**WHAT TO WORK ON:**
Please tally the lines of the records that contain "above" and send back only the total.

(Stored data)
=== Begin Enclosure ===

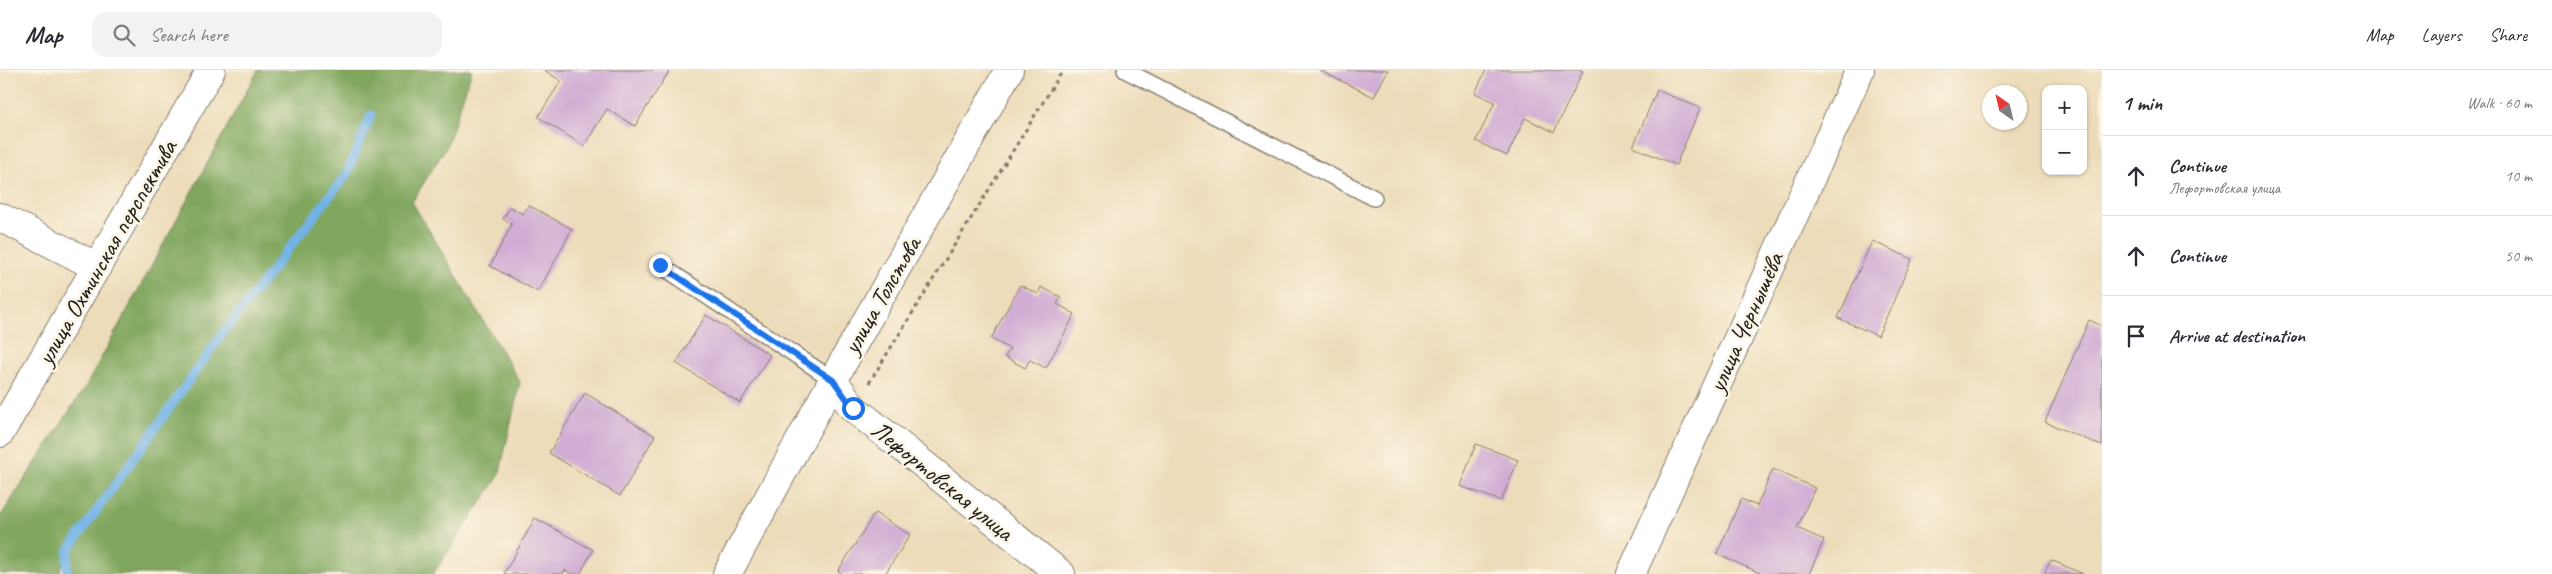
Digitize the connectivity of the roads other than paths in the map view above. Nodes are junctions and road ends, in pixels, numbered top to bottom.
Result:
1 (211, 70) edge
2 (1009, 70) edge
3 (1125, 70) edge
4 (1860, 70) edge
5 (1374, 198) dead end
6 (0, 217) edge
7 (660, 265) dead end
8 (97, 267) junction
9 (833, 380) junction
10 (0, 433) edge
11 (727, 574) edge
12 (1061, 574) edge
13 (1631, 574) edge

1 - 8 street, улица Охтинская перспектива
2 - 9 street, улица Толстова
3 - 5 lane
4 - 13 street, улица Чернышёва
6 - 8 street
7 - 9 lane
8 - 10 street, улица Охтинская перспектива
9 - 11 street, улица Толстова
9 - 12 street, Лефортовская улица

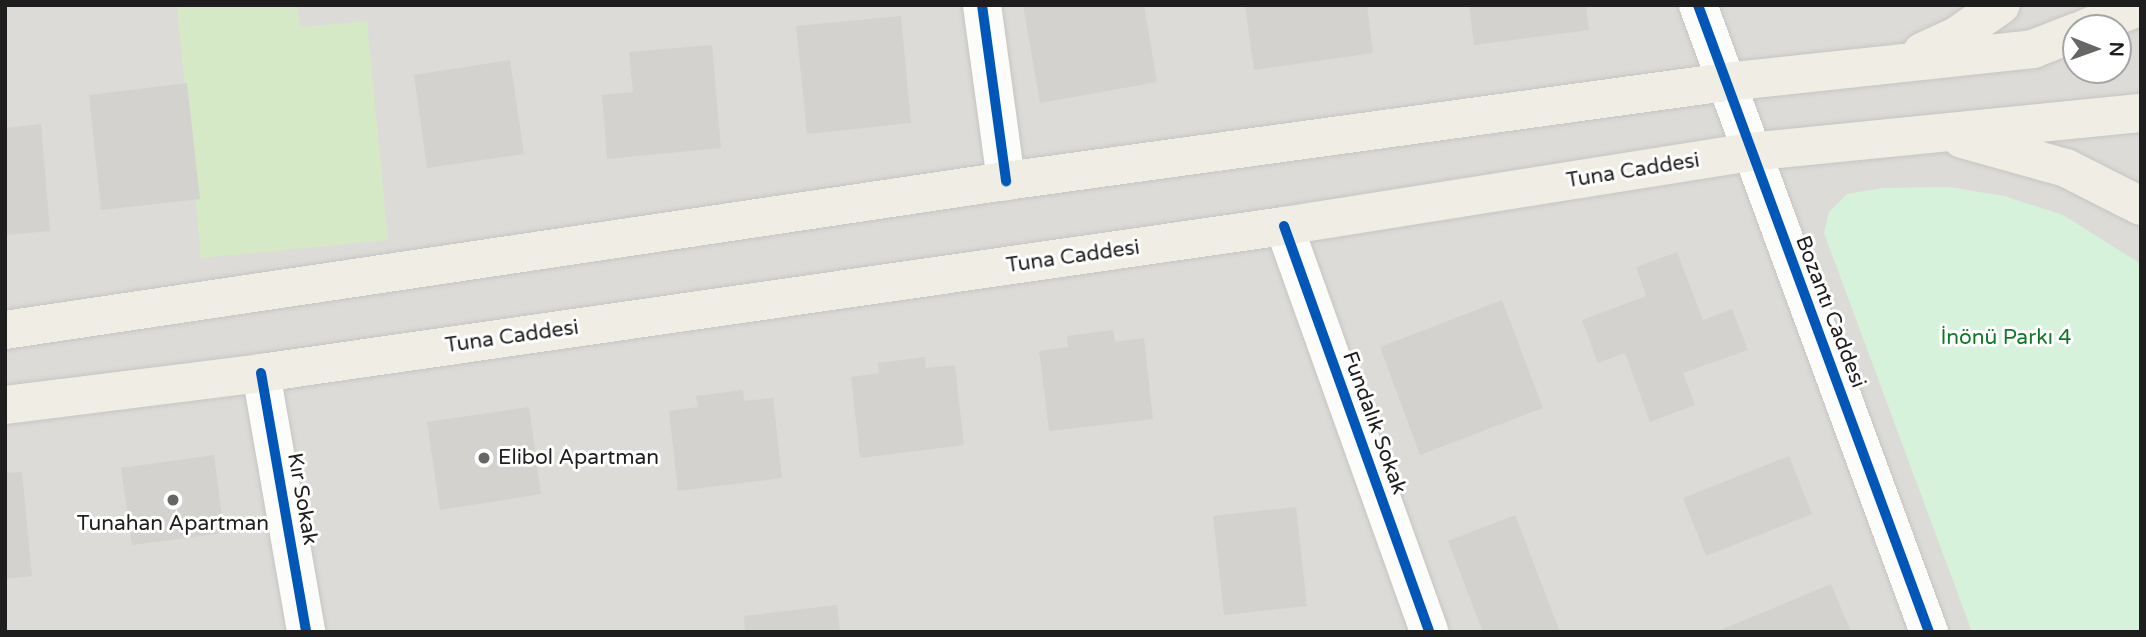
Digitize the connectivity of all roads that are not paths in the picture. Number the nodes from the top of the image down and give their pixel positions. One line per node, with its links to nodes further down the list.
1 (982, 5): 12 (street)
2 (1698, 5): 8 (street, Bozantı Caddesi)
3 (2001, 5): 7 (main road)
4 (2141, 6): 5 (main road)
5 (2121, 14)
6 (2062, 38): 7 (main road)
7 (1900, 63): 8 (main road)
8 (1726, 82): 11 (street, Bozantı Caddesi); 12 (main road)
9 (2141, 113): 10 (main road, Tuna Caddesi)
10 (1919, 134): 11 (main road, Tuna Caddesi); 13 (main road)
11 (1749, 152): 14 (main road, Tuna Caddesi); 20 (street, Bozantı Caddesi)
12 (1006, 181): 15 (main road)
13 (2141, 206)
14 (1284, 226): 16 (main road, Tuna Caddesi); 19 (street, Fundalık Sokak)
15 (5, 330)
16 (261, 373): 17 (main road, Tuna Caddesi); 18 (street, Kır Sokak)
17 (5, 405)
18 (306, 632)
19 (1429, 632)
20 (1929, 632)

=== End Enclosure ===
=== Begin Enclosure ===

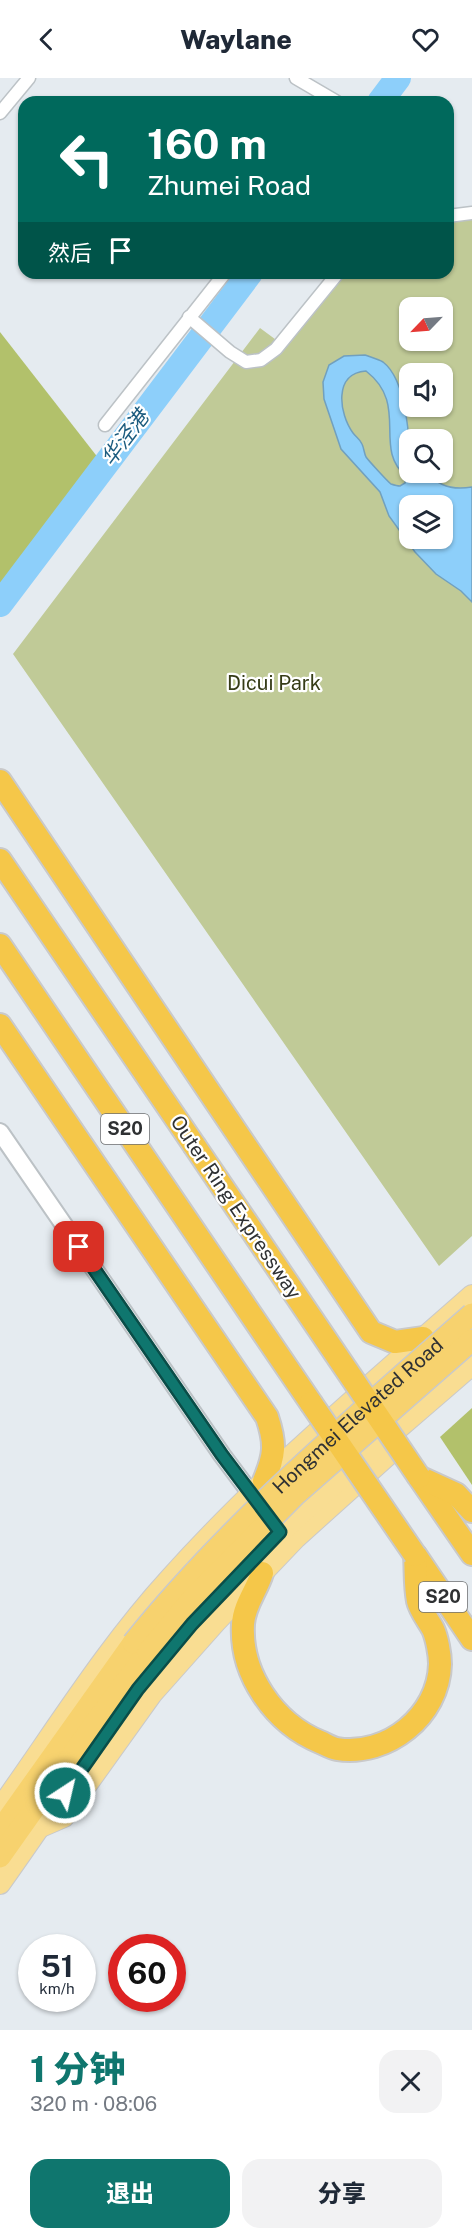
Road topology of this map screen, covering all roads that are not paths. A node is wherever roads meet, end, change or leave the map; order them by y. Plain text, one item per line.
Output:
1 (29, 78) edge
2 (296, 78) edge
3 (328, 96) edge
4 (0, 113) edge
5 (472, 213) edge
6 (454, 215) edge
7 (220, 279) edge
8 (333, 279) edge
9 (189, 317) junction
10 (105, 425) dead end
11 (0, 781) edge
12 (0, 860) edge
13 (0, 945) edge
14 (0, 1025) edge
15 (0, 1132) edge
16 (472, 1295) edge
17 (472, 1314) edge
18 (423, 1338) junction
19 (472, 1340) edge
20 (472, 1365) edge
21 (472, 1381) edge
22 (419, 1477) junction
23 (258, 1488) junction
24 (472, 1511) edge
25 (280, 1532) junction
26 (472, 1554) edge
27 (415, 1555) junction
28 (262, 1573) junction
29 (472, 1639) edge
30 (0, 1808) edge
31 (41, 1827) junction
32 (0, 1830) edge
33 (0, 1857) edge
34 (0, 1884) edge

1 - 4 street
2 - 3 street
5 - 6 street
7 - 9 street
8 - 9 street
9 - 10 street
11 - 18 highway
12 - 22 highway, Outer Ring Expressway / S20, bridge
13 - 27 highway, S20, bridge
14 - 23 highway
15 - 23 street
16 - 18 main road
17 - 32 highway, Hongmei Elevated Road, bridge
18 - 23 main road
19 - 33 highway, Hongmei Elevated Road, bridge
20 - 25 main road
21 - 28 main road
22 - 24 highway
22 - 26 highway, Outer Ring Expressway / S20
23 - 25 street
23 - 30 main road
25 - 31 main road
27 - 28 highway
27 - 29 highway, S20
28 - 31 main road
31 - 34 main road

=== End Enclosure ===
=== Begin Enclosure ===

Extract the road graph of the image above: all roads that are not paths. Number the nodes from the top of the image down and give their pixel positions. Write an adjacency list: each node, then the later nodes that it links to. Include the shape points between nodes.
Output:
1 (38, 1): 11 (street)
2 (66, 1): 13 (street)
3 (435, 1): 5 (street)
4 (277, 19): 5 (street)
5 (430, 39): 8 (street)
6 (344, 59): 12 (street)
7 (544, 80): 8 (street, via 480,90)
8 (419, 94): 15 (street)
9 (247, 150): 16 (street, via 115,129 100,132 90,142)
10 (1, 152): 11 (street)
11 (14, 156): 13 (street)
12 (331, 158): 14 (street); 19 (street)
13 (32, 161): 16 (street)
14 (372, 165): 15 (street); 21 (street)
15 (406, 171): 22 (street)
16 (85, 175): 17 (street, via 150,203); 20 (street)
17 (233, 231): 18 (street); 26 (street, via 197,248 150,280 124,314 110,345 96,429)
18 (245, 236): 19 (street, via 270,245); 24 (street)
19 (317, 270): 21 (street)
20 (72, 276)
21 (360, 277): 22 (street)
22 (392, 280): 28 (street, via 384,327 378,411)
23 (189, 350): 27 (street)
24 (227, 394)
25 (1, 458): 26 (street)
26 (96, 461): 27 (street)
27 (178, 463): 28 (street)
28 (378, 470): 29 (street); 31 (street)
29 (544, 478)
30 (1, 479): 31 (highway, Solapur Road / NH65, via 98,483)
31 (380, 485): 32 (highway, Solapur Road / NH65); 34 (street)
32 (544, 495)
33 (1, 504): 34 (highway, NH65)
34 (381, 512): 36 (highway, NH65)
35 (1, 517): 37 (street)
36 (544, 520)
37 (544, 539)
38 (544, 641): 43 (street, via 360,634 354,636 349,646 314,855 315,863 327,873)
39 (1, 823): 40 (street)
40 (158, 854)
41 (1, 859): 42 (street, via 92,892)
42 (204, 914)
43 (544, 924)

=== End Enclosure ===

**RESULT FOR THIS EXERCISE:**
2